Staging and development environments

Production data must never be used directly in staging or development. A sanitization function must be run to produce anonymized fixtures:

  • Teacher names → Teacher A, Teacher B, etc.
  • Teacher emails → teacher-a@test.invalid
  • Staff emails → staff-N@test.invalid
  • UIDs → sequential integers
  • Audit log actor emails → actor-N@test.invalid
  • School names → Test School N

All other scheduling data (course codes, block structures, placements) may be used as-is since it contains no PII.

This sanitization function has not yet been built. Until it is, staging must be seeded with manually created test data only.


Audit log TTL policy setup

Audit log entries include an expireAt field set 13 months in the future. Firestore does not enforce TTL automatically — the TTL policy must be activated once in the Firebase Console.

One-time setup required:

  1. Open the Firebase Console and select the Master Schedule project.
  2. Go to Firestore Database → Indexes → TTL policies.
  3. Click Add TTL policy.
  4. Set the Collection group to auditLog.
  5. Set the Field path to expireAt.
  6. Save.
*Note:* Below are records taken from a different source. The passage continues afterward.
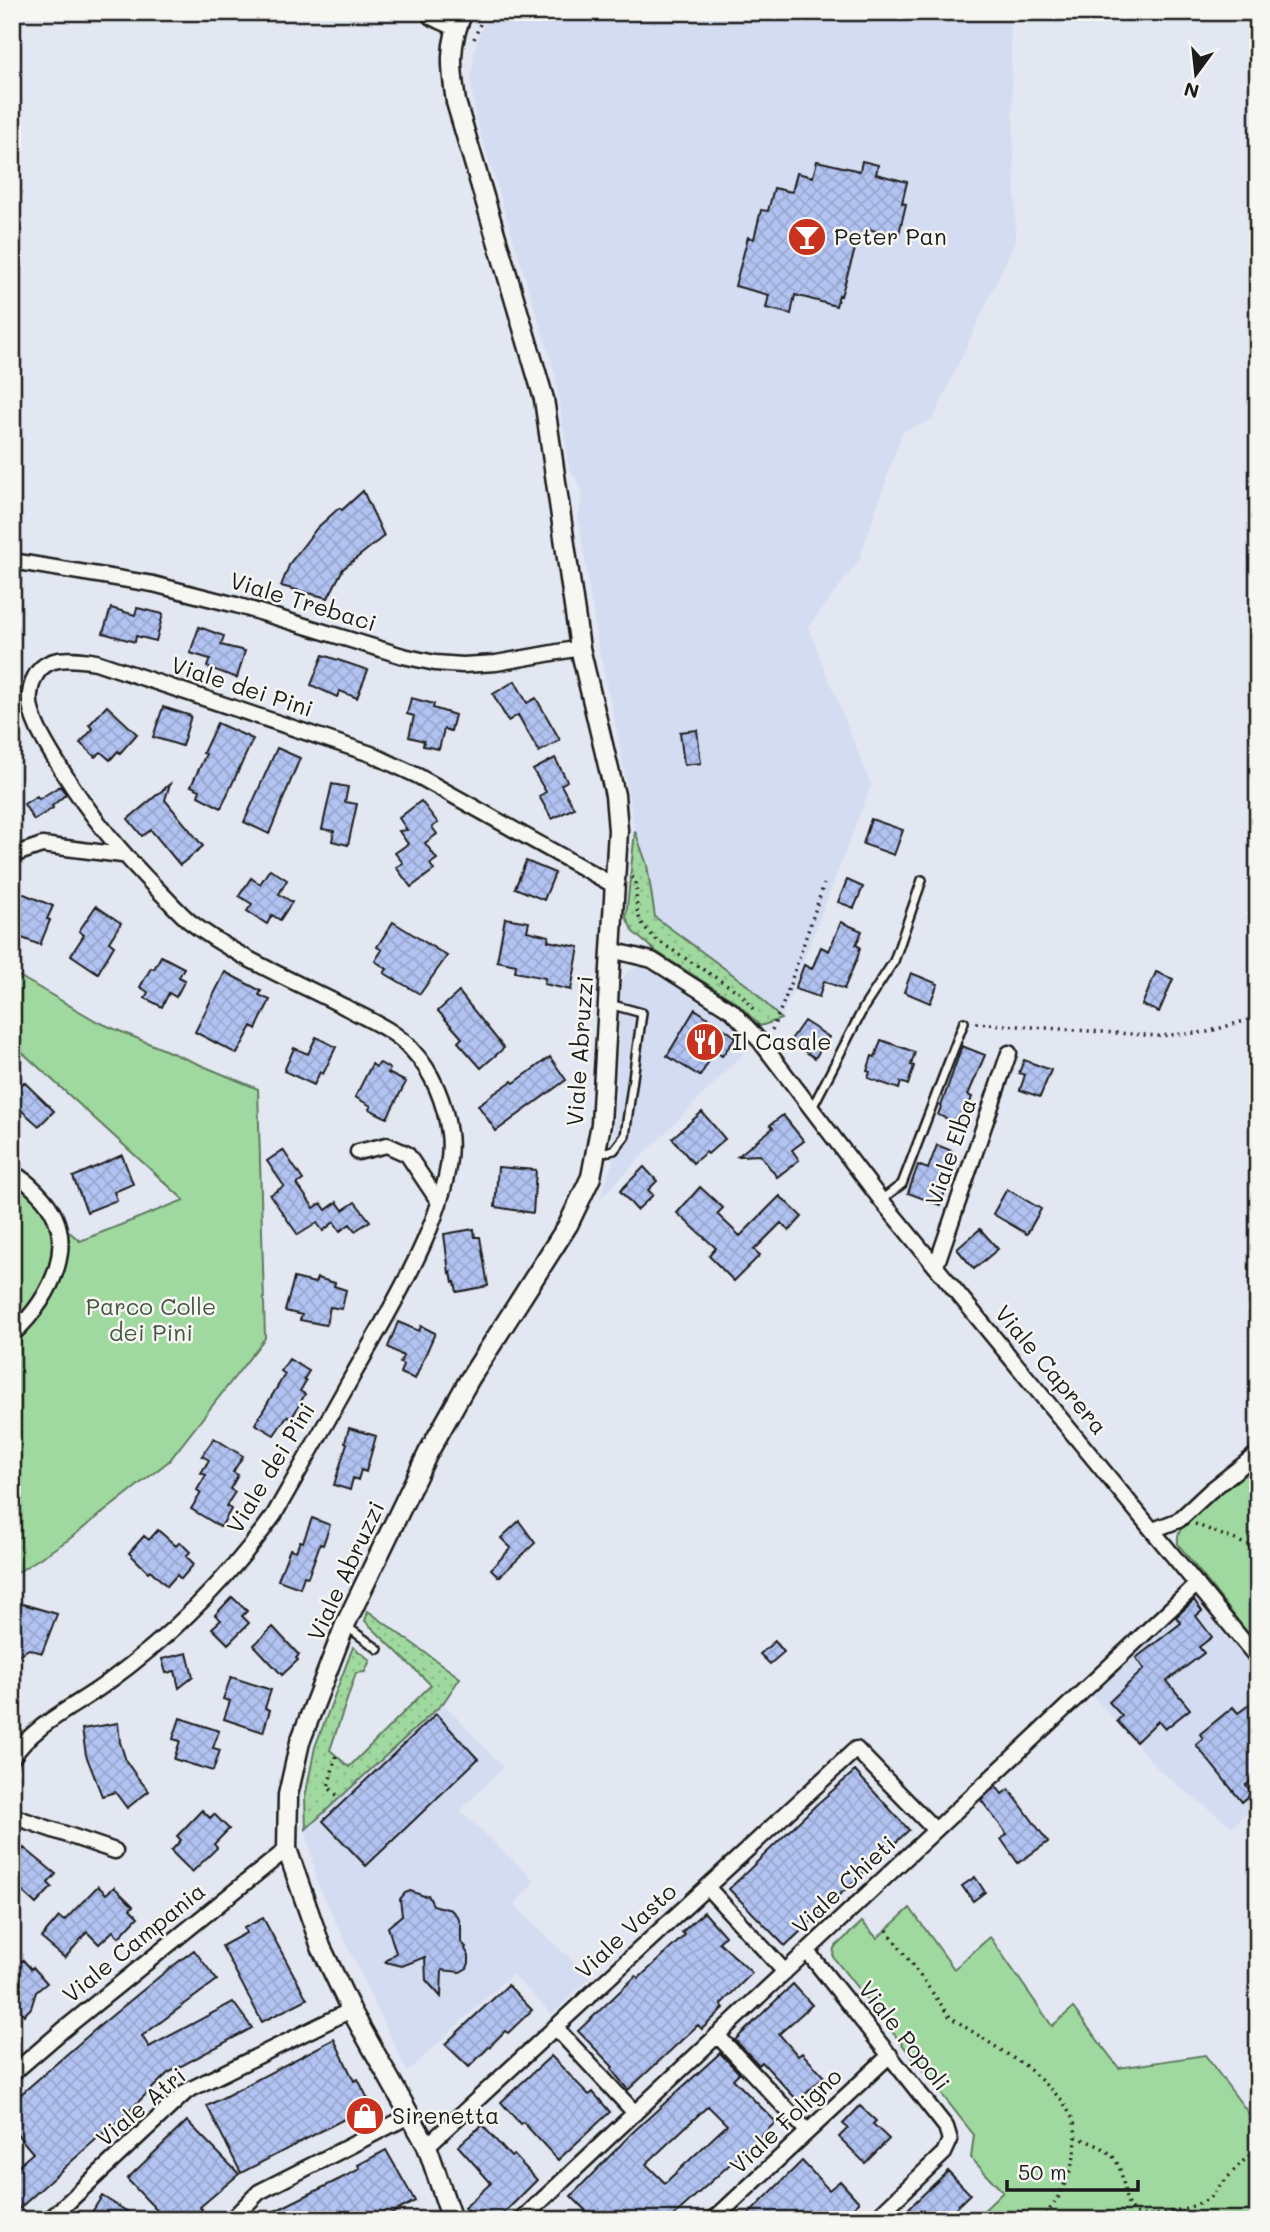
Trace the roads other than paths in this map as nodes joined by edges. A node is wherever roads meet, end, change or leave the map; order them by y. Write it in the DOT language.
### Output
graph roads {
  1 [pos="430,12"];
  2 [pos="459,20"];
  3 [pos="12,561"];
  4 [pos="580,648"];
  5 [pos="13,855"];
  6 [pos="122,855"];
  7 [pos="922,880"];
  8 [pos="615,886"];
  9 [pos="611,950"];
  10 [pos="608,1004"];
  11 [pos="964,1022"];
  12 [pos="1009,1053"];
  13 [pos="812,1108"];
  14 [pos="358,1152"];
  15 [pos="596,1155"];
  16 [pos="12,1174"];
  17 [pos="881,1200"];
  18 [pos="439,1202"];
  19 [pos="936,1266"];
  20 [pos="12,1335"];
  21 [pos="1258,1452"];
  22 [pos="1153,1530"];
  23 [pos="1198,1584"];
  24 [pos="345,1625"];
  25 [pos="378,1649"];
  26 [pos="1258,1659"];
  27 [pos="12,1758"];
  28 [pos="12,1816"];
  29 [pos="935,1830"];
  30 [pos="287,1849"];
  31 [pos="115,1851"];
  32 [pos="707,1887"];
  33 [pos="807,1951"];
  34 [pos="785,1972"];
  35 [pos="351,2010"];
  36 [pos="555,2027"];
  37 [pos="717,2035"];
  38 [pos="890,2055"];
  39 [pos="12,2074"];
  40 [pos="635,2113"];
  41 [pos="410,2116"];
  42 [pos="807,2131"];
  43 [pos="427,2146"];
  44 [pos="49,2220"];
  45 [pos="230,2220"];
  46 [pos="452,2220"];
  47 [pos="521,2220"];
  48 [pos="713,2220"];
  49 [pos="874,2220"];
  1 -- 2 [label="street"];
  2 -- 4 [label="street, Viale Abruzzi"];
  3 -- 4 [label="street, Viale Trebaci"];
  4 -- 8 [label="street, Viale Abruzzi"];
  5 -- 6 [label="street"];
  6 -- 8 [label="street, Viale dei Pini"];
  6 -- 18 [label="street, Viale dei Pini"];
  7 -- 13 [label="lane"];
  8 -- 9 [label="street, Viale Abruzzi"];
  9 -- 10 [label="street, Viale Abruzzi"];
  9 -- 13 [label="street, Viale Caprera"];
  10 -- 15 [label="street, Viale Abruzzi"];
  10 -- 15 [label="lane"];
  11 -- 17 [label="lane"];
  12 -- 19 [label="street, Viale Elba"];
  13 -- 17 [label="street, Viale Caprera"];
  14 -- 18 [label="street"];
  15 -- 24 [label="street, Viale Abruzzi"];
  16 -- 20 [label="street"];
  17 -- 19 [label="street, Viale Caprera"];
  18 -- 27 [label="street, Viale dei Pini"];
  19 -- 22 [label="street, Viale Caprera"];
  21 -- 22 [label="street"];
  22 -- 23 [label="street, Viale Caprera"];
  23 -- 26 [label="street, Viale Caprera"];
  23 -- 29 [label="street, Viale Chieti"];
  24 -- 25 [label="lane"];
  24 -- 30 [label="street, Viale Abruzzi"];
  28 -- 31 [label="street"];
  29 -- 32 [label="street, Viale Vasto"];
  29 -- 33 [label="street, Viale Chieti"];
  30 -- 35 [label="street, Viale Abruzzi"];
  30 -- 39 [label="street, Viale Campania"];
  32 -- 34 [label="street"];
  32 -- 36 [label="street, Viale Vasto"];
  33 -- 34 [label="street, Viale Chieti"];
  33 -- 38 [label="street, Viale Popoli"];
  34 -- 37 [label="street, Viale Chieti"];
  35 -- 41 [label="street, Viale Abruzzi"];
  35 -- 44 [label="street, Viale Atri"];
  36 -- 40 [label="street"];
  36 -- 43 [label="street, Viale Vasto"];
  37 -- 40 [label="street, Viale Chieti"];
  37 -- 42 [label="street"];
  38 -- 42 [label="street, Viale Foligno"];
  38 -- 49 [label="street, Viale Popoli"];
  40 -- 47 [label="street, Viale Chieti"];
  41 -- 43 [label="street, Viale Abruzzi"];
  41 -- 45 [label="street"];
  42 -- 48 [label="street, Viale Foligno"];
  43 -- 46 [label="street, Viale Abruzzi"];
}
Firestore begins honoring the TTL within 24–72 hours.

Until this policy is activated, expireAt is written to every audit entry but has no effect — entries accumulate indefinitely. The Admin Console Action Required panel will surface this as a pending task until a superadmin marks it complete.

One-time action — cannot be automated

Firestore TTL policies can only be created through the Firebase Console or the Firebase Admin SDK with elevated project permissions. The app cannot create them on its own behalf.